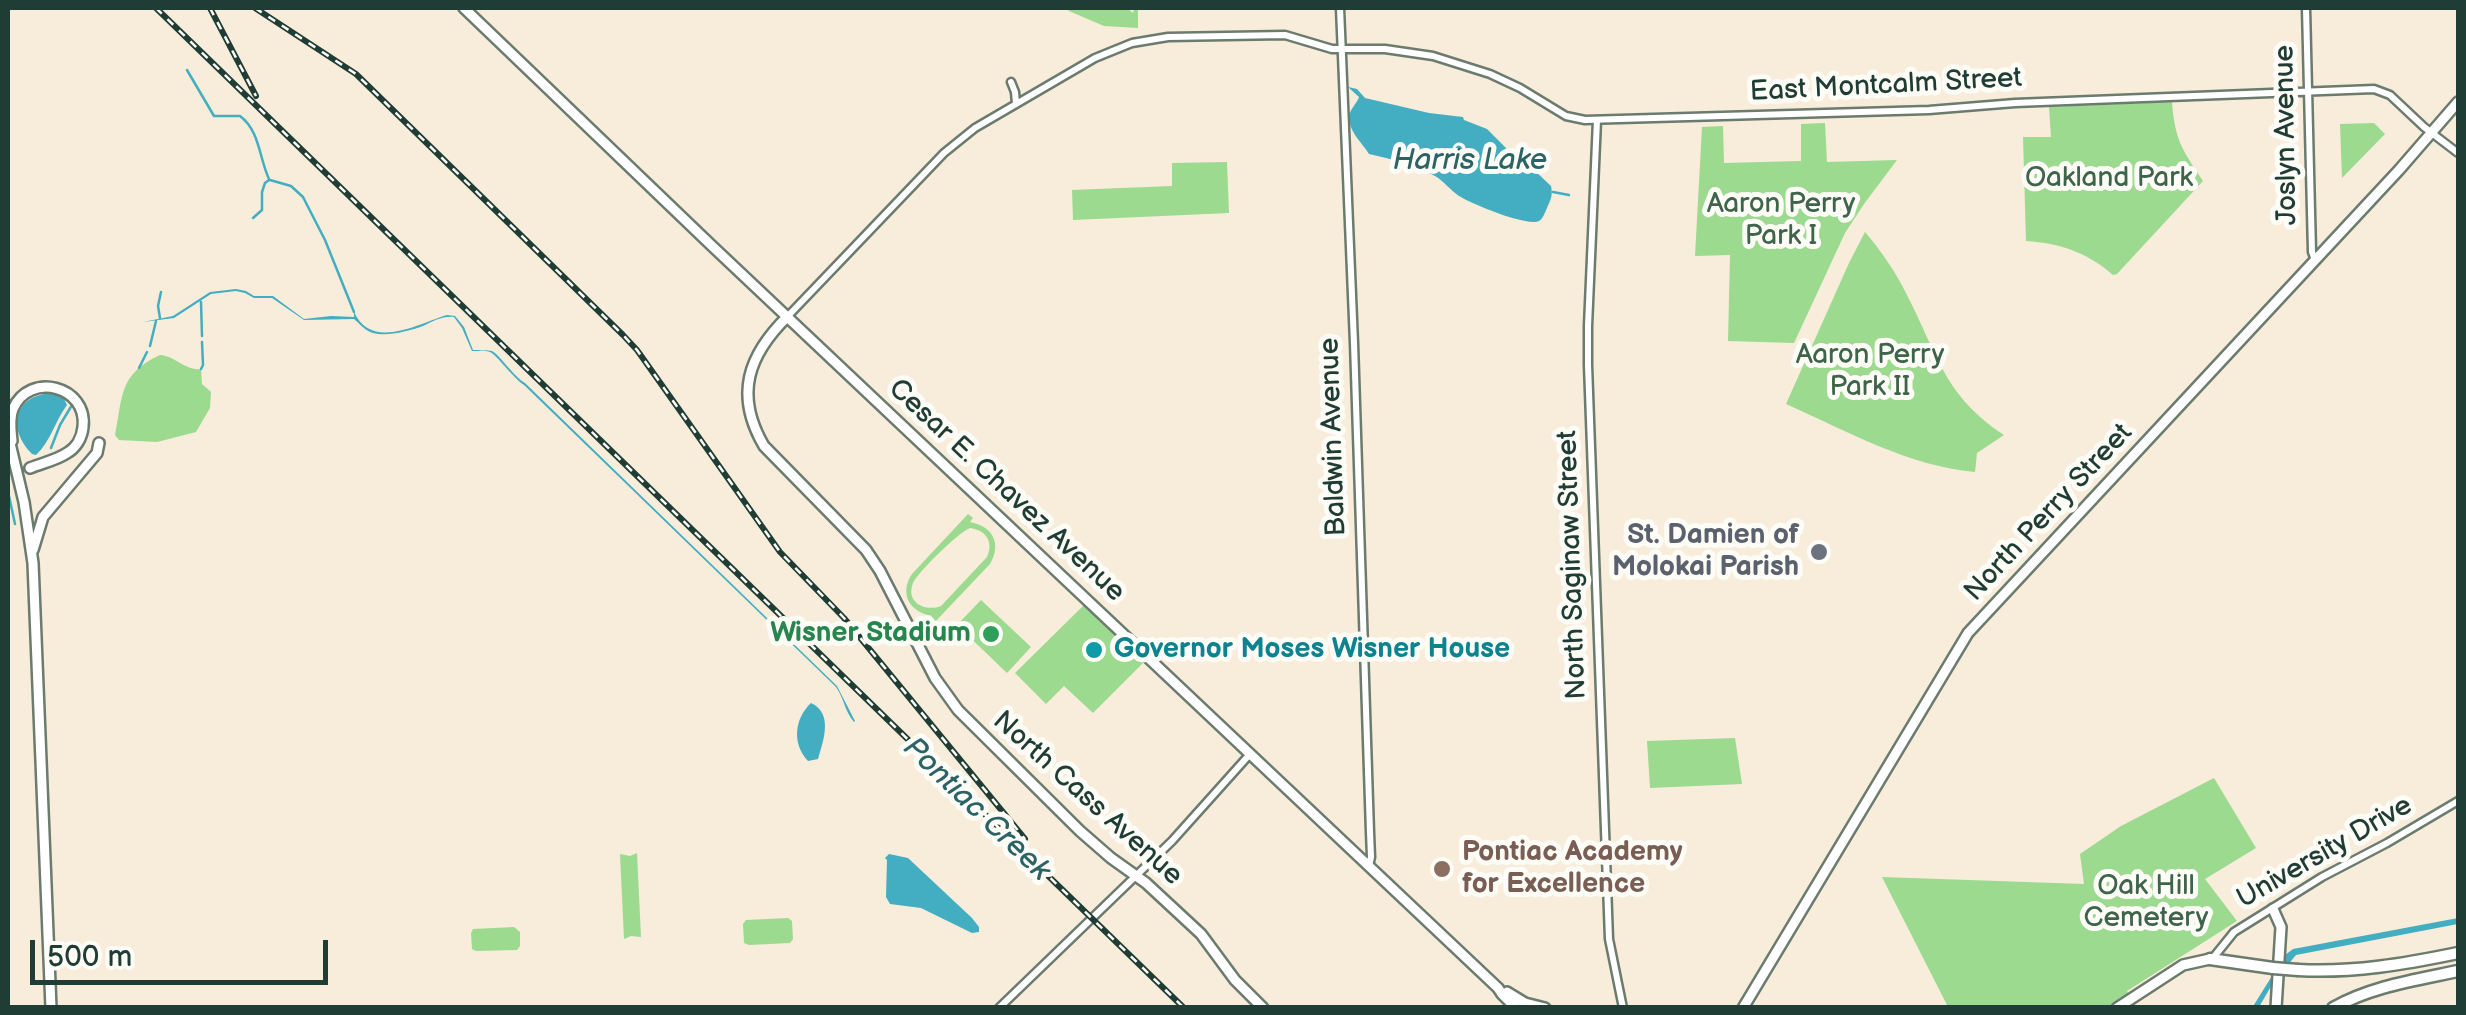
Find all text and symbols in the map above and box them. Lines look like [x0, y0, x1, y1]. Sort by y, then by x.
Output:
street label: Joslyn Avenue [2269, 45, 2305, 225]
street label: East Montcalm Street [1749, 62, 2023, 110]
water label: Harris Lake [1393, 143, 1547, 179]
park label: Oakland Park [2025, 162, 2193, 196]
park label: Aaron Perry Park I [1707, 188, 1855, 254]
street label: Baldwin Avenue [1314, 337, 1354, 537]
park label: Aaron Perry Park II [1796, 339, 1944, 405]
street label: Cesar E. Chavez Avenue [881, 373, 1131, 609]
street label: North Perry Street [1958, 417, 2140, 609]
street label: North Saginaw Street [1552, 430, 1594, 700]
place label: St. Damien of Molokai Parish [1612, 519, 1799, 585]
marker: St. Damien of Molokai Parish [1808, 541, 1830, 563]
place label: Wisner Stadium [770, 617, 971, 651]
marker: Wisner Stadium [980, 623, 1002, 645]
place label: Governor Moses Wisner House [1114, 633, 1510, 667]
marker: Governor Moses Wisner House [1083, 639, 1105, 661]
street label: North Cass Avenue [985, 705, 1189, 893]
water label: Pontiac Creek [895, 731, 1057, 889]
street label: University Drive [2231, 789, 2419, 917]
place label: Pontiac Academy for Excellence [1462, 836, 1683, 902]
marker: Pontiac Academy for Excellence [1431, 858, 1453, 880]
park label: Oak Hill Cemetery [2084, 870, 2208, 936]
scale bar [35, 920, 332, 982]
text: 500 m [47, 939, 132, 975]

= = = =

Description of the task: Give back the entries above exactly as they stand. Leave the images out.

Exercise response:
Find all text and symbols in the map above and box them. Lines look like [x0, y0, x1, y1]. Sort by y, then by x.
Output:
street label: Joslyn Avenue [2269, 45, 2305, 225]
street label: East Montcalm Street [1749, 62, 2023, 110]
water label: Harris Lake [1393, 143, 1547, 179]
park label: Oakland Park [2025, 162, 2193, 196]
park label: Aaron Perry Park I [1707, 188, 1855, 254]
street label: Baldwin Avenue [1314, 337, 1354, 537]
park label: Aaron Perry Park II [1796, 339, 1944, 405]
street label: Cesar E. Chavez Avenue [881, 373, 1131, 609]
street label: North Perry Street [1958, 417, 2140, 609]
street label: North Saginaw Street [1552, 430, 1594, 700]
place label: St. Damien of Molokai Parish [1612, 519, 1799, 585]
marker: St. Damien of Molokai Parish [1808, 541, 1830, 563]
place label: Wisner Stadium [770, 617, 971, 651]
marker: Wisner Stadium [980, 623, 1002, 645]
place label: Governor Moses Wisner House [1114, 633, 1510, 667]
marker: Governor Moses Wisner House [1083, 639, 1105, 661]
street label: North Cass Avenue [985, 705, 1189, 893]
water label: Pontiac Creek [895, 731, 1057, 889]
street label: University Drive [2231, 789, 2419, 917]
place label: Pontiac Academy for Excellence [1462, 836, 1683, 902]
marker: Pontiac Academy for Excellence [1431, 858, 1453, 880]
park label: Oak Hill Cemetery [2084, 870, 2208, 936]
scale bar [35, 920, 332, 982]
text: 500 m [47, 939, 132, 975]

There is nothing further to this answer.